Showing posts with label pie. Show all posts
Showing posts with label pie. Show all posts

Friday, 30 July 2010

Possibly purple pie, or perhaps purple pizza


I'm not sure what to call it. However, it's chickpea-based. Yum. That is all. You will need a well-seasoned cast iron pan for this. You will also need a well-seasoned cast iron pan for many other important events in life. This is but one example of the many, many times you will be glad to own one.

Batter (prepare first)

2c chickpea flour
2c water
1/2 tsp salt
1 tsp baking powder (optional)
1 tbs ground flax seeds
1-2 tbs fresh chopped rosemary or other fresh herb (thyme would also be nice)

Mix everything together and let it sit for at least half an hour. Longer is better.
Meanwhile... preheat your oven to about 200C (this is not a precise kind of thing) and get going on the onions.

3 large purple onions, sliced
2 large cloves of garlic, chopped into a few large bits
splash vermouth
(if you're cheating: splash apple cider vinegar + 1 tbs agave)
pinch nutmeg
black pepper
salt

In your cast iron pan, caramelize onions ie- cook over low heat for as long as you can stand (half an hour, minimum. Longer is better). If you don't know how to caramelize onions, the Google can teach you. If you know how, but don't have long enough to do it, then cheat thusly: cook 'em on high heat, then add the cheater ingredients, keep the heat high until the vinegar evaporates, and then proceed as if you weren't cheating. If anyone asks, say that that's how it's *supposed* be. Add the vermouth, nutmeg, pepper and salt to the caramelized onions. Turn off the heat. Smooth onions into a layer.

Pour the chickpea batter over the layer of onions. Bake for about 30 mins, or until you suspect it is done. This will depend on the size of your pan and how much water is left in your onions. The good news is that it's pretty hard to burn this if you're keeping an eye on it, since it browns slowly. If it's burning, you'll know with a quick look. I used a fairly large pan, either 10 or 12 inches. Allow to cool for a few minutes, and then de-pan your masterpiece onto a cutting board or plate. Consume with gusto and green salad.

If you lack a cast iron pan, you can dump the onions and chickpea batter (in that order) into a well-oiled pie plate or whatever. It will still work, I promise.

Saturday, 17 July 2010

fava tarts


A friend gave me a bunch of stuff from her garden. Fava beans were in there. Oh yes. And we all know that I have a deep, deep looooooooove of fava beans. We all know this. Not only are they extra tasty, but Pythagoreas forbid his followers to eat them, because of something to do with hinges and beanskins and the doors of hell. Undaunted, I eat them at every opportunity.

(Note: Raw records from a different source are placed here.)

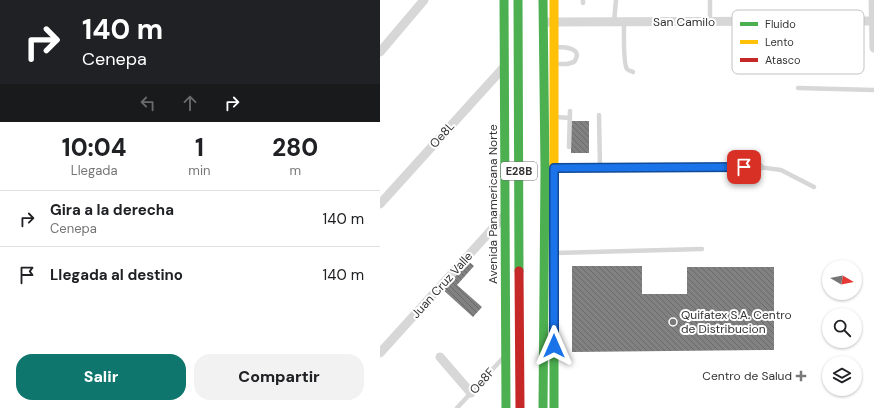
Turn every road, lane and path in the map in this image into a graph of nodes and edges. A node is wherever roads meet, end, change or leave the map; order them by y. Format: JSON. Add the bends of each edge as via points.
{"nodes":[{"id":1,"x":424,"y":0,"type":"edge"},
{"id":2,"x":504,"y":0,"type":"edge"},
{"id":3,"x":518,"y":0,"type":"edge"},
{"id":4,"x":543,"y":0,"type":"edge"},
{"id":5,"x":554,"y":0,"type":"edge"},
{"id":6,"x":616,"y":0,"type":"edge"},
{"id":7,"x":710,"y":0,"type":"edge"},
{"id":8,"x":873,"y":0,"type":"edge"},
{"id":9,"x":873,"y":21,"type":"edge"},
{"id":10,"x":543,"y":22,"type":"junction"},
{"id":11,"x":554,"y":22,"type":"junction"},
{"id":12,"x":614,"y":22,"type":"junction"},
{"id":13,"x":624,"y":22,"type":"junction"},
{"id":14,"x":710,"y":22,"type":"junction"},
{"id":15,"x":732,"y":22,"type":"edge"},
{"id":16,"x":554,"y":47,"type":"junction"},
{"id":17,"x":874,"y":48,"type":"edge"},
{"id":18,"x":380,"y":52,"type":"edge"},
{"id":19,"x":554,"y":64,"type":"junction"},
{"id":20,"x":504,"y":67,"type":"junction"},
{"id":21,"x":633,"y":72,"type":"dead end"},
{"id":22,"x":798,"y":88,"type":"dead end"},
{"id":23,"x":874,"y":90,"type":"edge"},
{"id":24,"x":570,"y":111,"type":"dead end"},
{"id":25,"x":599,"y":115,"type":"dead end"},
{"id":26,"x":554,"y":116,"type":"junction"},
{"id":27,"x":570,"y":118,"type":"junction"},
{"id":28,"x":569,"y":147,"type":"dead end"},
{"id":29,"x":760,"y":167,"type":"joint"},
{"id":30,"x":554,"y":168,"type":"junction"},
{"id":31,"x":600,"y":168,"type":"junction"},
{"id":32,"x":544,"y":169,"type":"junction"},
{"id":33,"x":814,"y":187,"type":"dead end"},
{"id":34,"x":380,"y":204,"type":"edge"},
{"id":35,"x":504,"y":216,"type":"junction"},
{"id":36,"x":702,"y":249,"type":"dead end"},
{"id":37,"x":554,"y":253,"type":"junction"},
{"id":38,"x":380,"y":353,"type":"edge"},
{"id":39,"x":506,"y":355,"type":"junction"},
{"id":40,"x":440,"y":357,"type":"dead end"},
{"id":41,"x":471,"y":393,"type":"junction"},
{"id":42,"x":458,"y":408,"type":"edge"},
{"id":43,"x":506,"y":408,"type":"edge"},
{"id":44,"x":520,"y":408,"type":"edge"},
{"id":45,"x":543,"y":408,"type":"edge"},
{"id":46,"x":554,"y":408,"type":"edge"}],
"edges":[{"from":1,"to":18,"type":"street"},
{"from":2,"to":20,"type":"main road","name":"Avenida Panamericana Norte"},
{"from":3,"to":44,"type":"main road","number":"E28B","via":[[522,343]]},
{"from":4,"to":10,"type":"main road","number":"E28B"},
{"from":5,"to":11,"type":"main road"},
{"from":6,"to":12,"type":"lane"},
{"from":7,"to":14,"type":"lane"},
{"from":8,"to":9,"type":"street"},
{"from":9,"to":17,"type":"street"},
{"from":10,"to":11,"type":"street","name":"San Camilo"},
{"from":10,"to":32,"type":"main road","number":"E28B"},
{"from":11,"to":12,"type":"street","name":"San Camilo"},
{"from":11,"to":16,"type":"main road"},
{"from":12,"to":13,"type":"street","name":"San Camilo"},
{"from":13,"to":14,"type":"street","name":"San Camilo"},
{"from":13,"to":21,"type":"lane","via":[[626,68]]},
{"from":14,"to":15,"type":"street","name":"San Camilo"},
{"from":16,"to":19,"type":"main road"},
{"from":16,"to":19,"type":"lane","via":[[573,49],[577,57],[571,63]]},
{"from":19,"to":26,"type":"main road"},
{"from":20,"to":34,"type":"street","name":"Oe8L"},
{"from":20,"to":35,"type":"main road","name":"Avenida Panamericana Norte"},
{"from":22,"to":23,"type":"lane"},
{"from":24,"to":27,"type":"lane"},
{"from":25,"to":31,"type":"lane"},
{"from":26,"to":27,"type":"lane"},
{"from":26,"to":30,"type":"main road"},
{"from":27,"to":28,"type":"lane"},
{"from":29,"to":31,"type":"street"},
{"from":29,"to":33,"type":"lane","via":[[781,170]]},
{"from":30,"to":31,"type":"street"},
{"from":30,"to":32,"type":"street"},
{"from":30,"to":37,"type":"main road"},
{"from":32,"to":45,"type":"main road","number":"E28B","via":[[541,343]]},
{"from":35,"to":38,"type":"street","name":"Juan Cruz Valle"},
{"from":35,"to":39,"type":"main road","name":"Avenida Panamericana Norte"},
{"from":36,"to":37,"type":"lane"},
{"from":37,"to":46,"type":"main road"},
{"from":39,"to":41,"type":"lane","name":"Oe8F"},
{"from":39,"to":43,"type":"main road","name":"Avenida Panamericana Norte"},
{"from":40,"to":41,"type":"street"},
{"from":41,"to":42,"type":"lane","name":"Oe8F"}]}
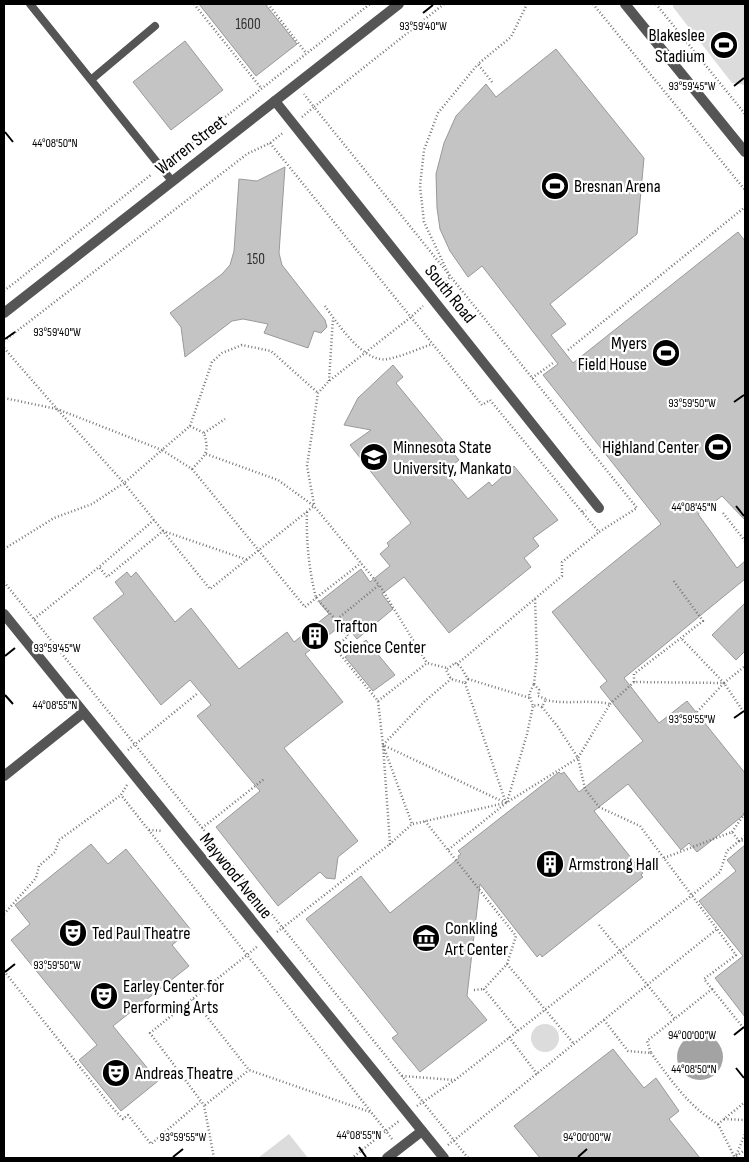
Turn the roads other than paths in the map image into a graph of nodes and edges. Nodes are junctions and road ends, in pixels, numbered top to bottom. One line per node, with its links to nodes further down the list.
1 (30, 4): 5 (lane)
2 (399, 4): 6 (street, Warren Street)
3 (625, 4): 7 (street)
4 (155, 26): 5 (lane)
5 (92, 79): 8 (lane)
6 (275, 101): 8 (street, Warren Street); 10 (street, South Road)
7 (745, 152)
8 (172, 181): 9 (street, Warren Street)
9 (4, 313)
10 (597, 505)
11 (4, 614): 12 (street, Maywood Avenue)
12 (83, 713): 13 (street); 14 (street, Maywood Avenue)
13 (4, 776)
14 (422, 1131): 15 (street); 16 (street, Maywood Avenue)
15 (387, 1158)
16 (444, 1158)

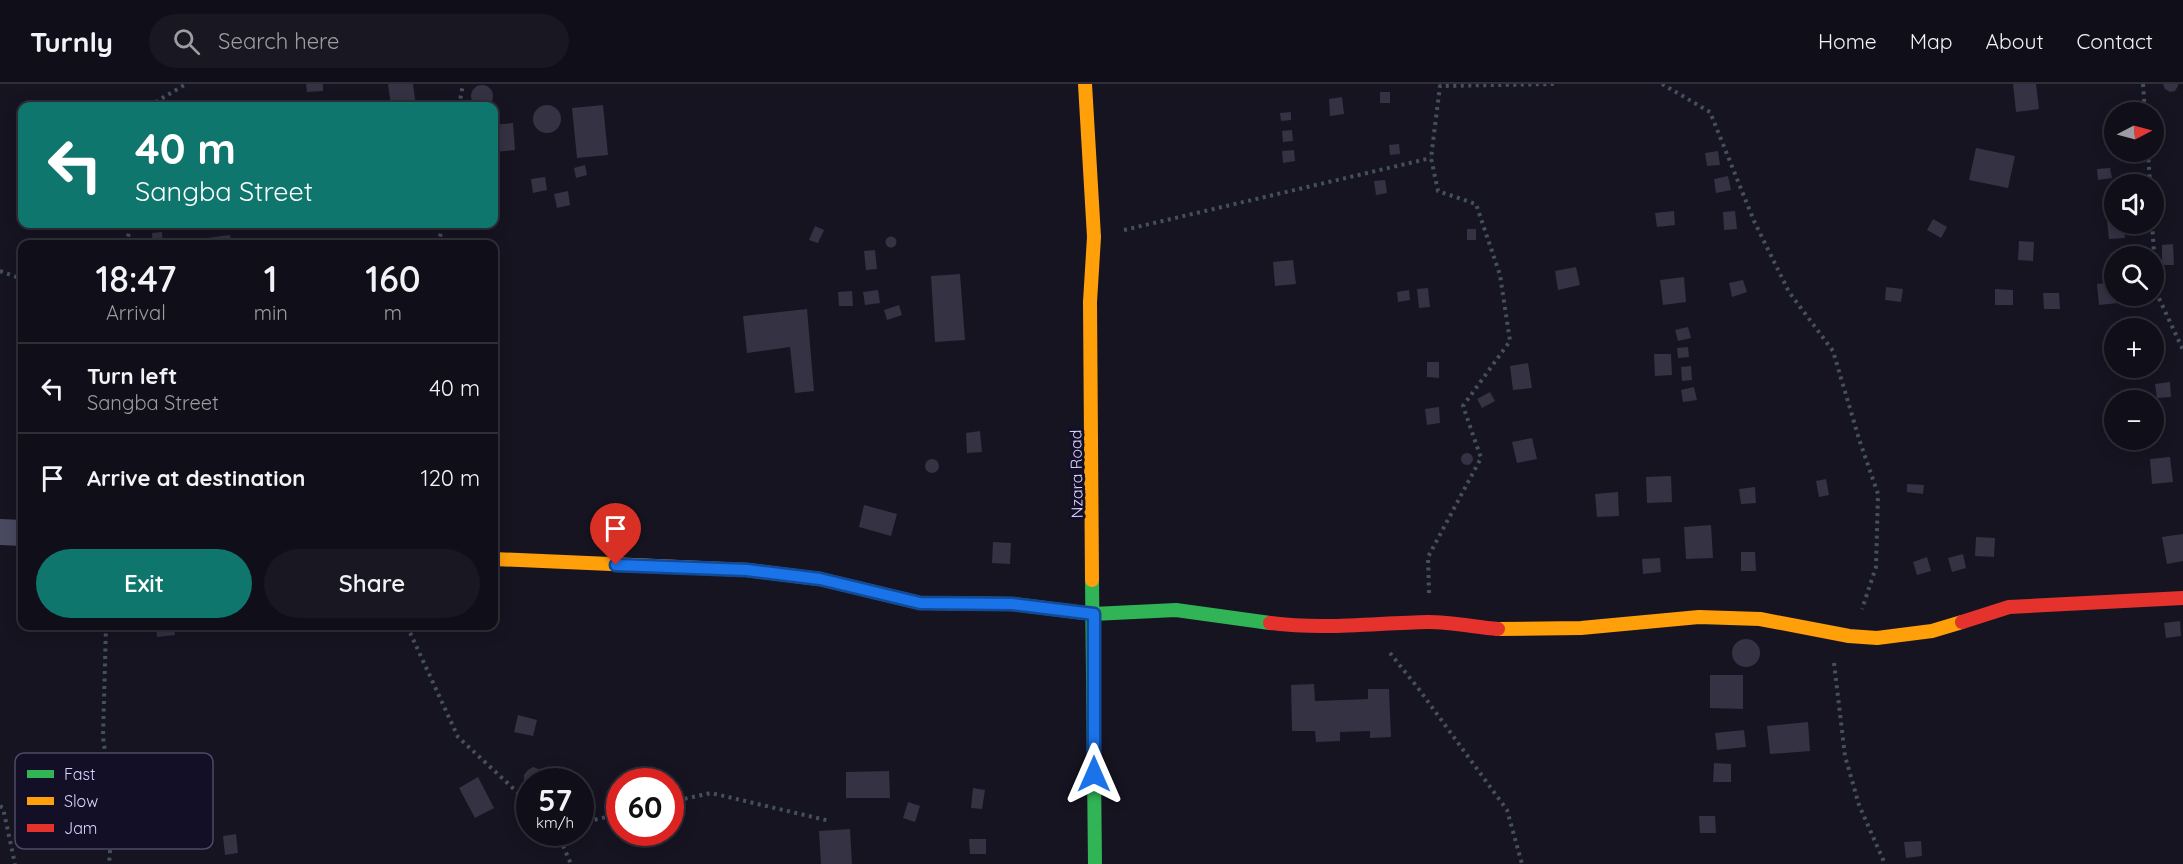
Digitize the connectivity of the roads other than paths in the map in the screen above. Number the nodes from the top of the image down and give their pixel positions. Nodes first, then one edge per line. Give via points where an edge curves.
1 (1085, 84) edge
2 (0, 532) edge
3 (18, 533) edge
4 (498, 559) edge
5 (2183, 598) edge
6 (1094, 614) junction
7 (1095, 864) edge

1 - 6 street, Nzara Road via 1094,237 1090,302
2 - 3 street
4 - 6 street via 747,570 820,579 920,603 1012,604
5 - 6 street via 2009,607 1932,632 1877,638 1760,619 1699,617 1581,628 1504,630 1430,622 1302,627 1176,610
6 - 7 street, Nzara Road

We spent the day walking in the woods by Roslin, and finally, after living in Edinburgh for (ahem) almost three years, made it to see Roslin chapel. I enjoyed 1) the sculpture of the angel playing bagpipes, which I assume was ironic since I am convinced that the bagpipes are Satan's Instument and b) the gargoyles that looked like they were clinging to the walls for dear life. It was much more interesting than I assumed it would be. Huh. As a bonus, we could actually *see stuff* since the da Vinci Code tourists were mostly not out today because the weather was extra-super unpredictable, even for Edinburgh in July. We had both rain capes and sun hats (and a thermos of tea) and were just fine (though we used all of that equipment every single hour). These tarts, along with a giant green salad, were the perfect "summer" dinner. Note the copious amounts of garlic. As usual, my food is both delicious and vampire-repellent. It never hurts to multitask.

Tart shell:
1/2 cup almond pulp left over from making almond milk (or sub almond meal mixed with some kind of liquid)
1/2 cup ww spelt flour
2 tbs nutritional yeast
1 tbs white miso
pinch salt
1 tsp (or more) finely chopped fresh rosemary
1 tsp coarsly ground black pepper
1 small onion, chopped in half-moons

Mix all ingredients except onions together. Add more flour if the dough is sticky. It should be wet but not sticky. Divide evenly in half and press into two tart tins (if you are having them as a main dish) or 4-6 muffin cases (for starters). Cover tart shells with onions. Bake at 150C for 15 mins (until beginning to brown).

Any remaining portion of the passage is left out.